Mandriva has long had their security tool called msec. Love it or hate it, it has been an integral part of all Mandriva Linux versions for years. While many people liked using it, an equal number hated it because it was difficult to configure, and it did things behind your back. For instance, if you tried to tighten system permissions but did not update the msec security level, it would relax those permissions on its next run without any indication whatsoever.
Granted, it has gotten better in the last few months, but what is most interesting about msec, in my opinion, is the reports. Msec generates daily reports on what is happening on the system: ports that are open, ports that changed state (open or closed), unowned files, world-writable files, files owned by users that shouldn’t own them, checks on suid files, and more. These reports are relatively small and are executed daily, so it is a simple thing to look at quickly in the morning to determine if anything has changed.
In light of that, rsec was forked from msec and stripped everything from msec beyond the reporting capabilities. Rsec was first introduced in the Annvix distribution and is available for any Linux system; packages for CentOS and Red Hat Enterprise Linux are available from the Annvix RHEL YUM Repository.
When you install the rsec package, it creates the /etc/security/rsec.conf configuration file where you can enable and disable any checks that you want. The file is heavily commented so configuration is simple. Rsec can also use rkhunter (scans for rootkits) in its reporting by enabling the CHECK_RKHUNTER test; this runs rkhunter and includes its output in the reports.
Rsec will log its activity to /var/log/security.log so you can opt to not receive emails; it can also print warnings to any tty that root is logged into.
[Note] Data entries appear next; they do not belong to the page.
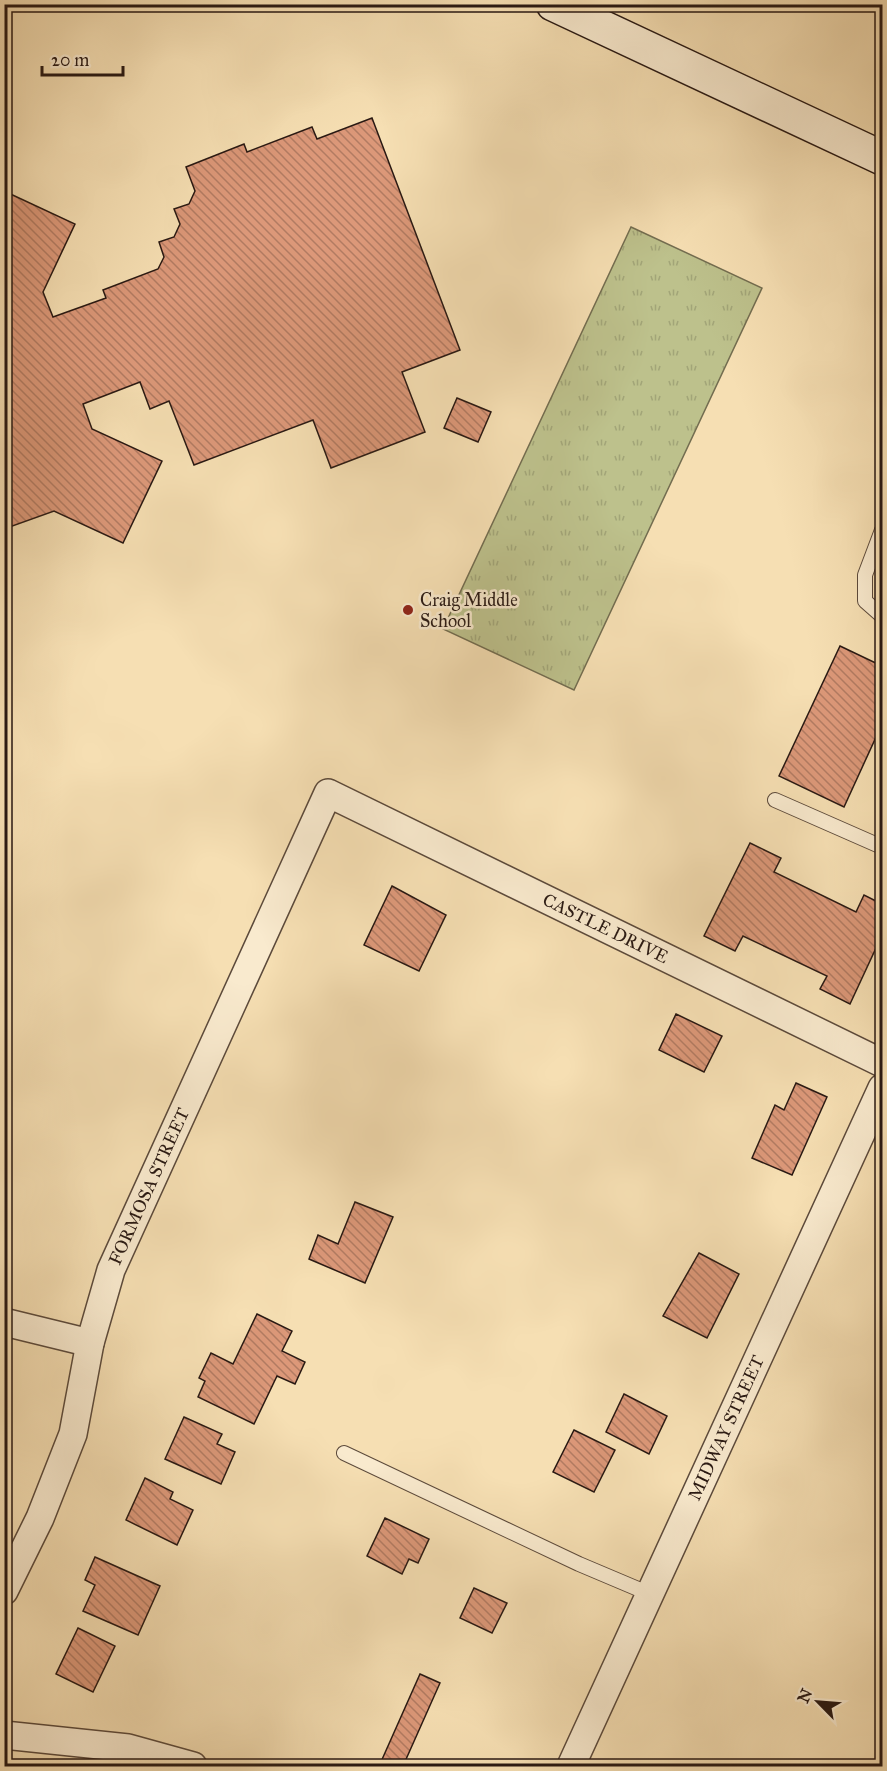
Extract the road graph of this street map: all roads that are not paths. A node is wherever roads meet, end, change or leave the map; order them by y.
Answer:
1 (553, 4) edge
2 (882, 158) edge
3 (882, 530) edge
4 (882, 616) edge
5 (328, 793) joint
6 (775, 800) dead end
7 (882, 831) edge
8 (879, 846) edge
9 (882, 1063) edge
10 (882, 1088) edge
11 (4, 1322) edge
12 (90, 1343) junction
13 (344, 1453) dead end
14 (4, 1591) edge
15 (650, 1594) junction
16 (4, 1735) edge
17 (72, 1754) edge
18 (193, 1767) edge
19 (570, 1767) edge

1 - 2 main road
3 - 4 lane
5 - 9 street, CASTLE DRIVE
5 - 12 street, FORMOSA STREET
6 - 8 lane
7 - 8 lane
10 - 15 street, MIDWAY STREET
11 - 12 street
12 - 14 street, FORMOSA STREET
13 - 15 lane
15 - 19 street, MIDWAY STREET
16 - 17 street
17 - 18 street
Using a combination of AIDE (intrusion detection), rsec, and rkhunter you really get a good heads-up if anything changes on your system without having to manually scrutinize log files. There is also a configuration option to exclude files from the various reports as well, so you can ensure you only see things that are of importance.
For instance, because rsec will report on world-writable files, you may have files in your Web directories that require being world-writable (i.e., files owned by a regular user but Apache needs to be able to write to certain directories for a Web application). You can exclude those known world-writable files and directories using the EXCLUDE_REGEXP option in rsec.conf, which is an escaped regular expression, such as:
EXCLUDE_REGEXP=”^/srv/www/\(myblog\|otherblog\)/html/wp-content/\(f\)\?uploads\|^/srv/www/wiki/html/mediawiki_cache”
Rsec is nothing more than a collection of shell scripts executed by cron on a daily basis. Beyond general reporting, it can also update yum caches and urpmi or apt metadata to alert you daily if there are new packages that require installing.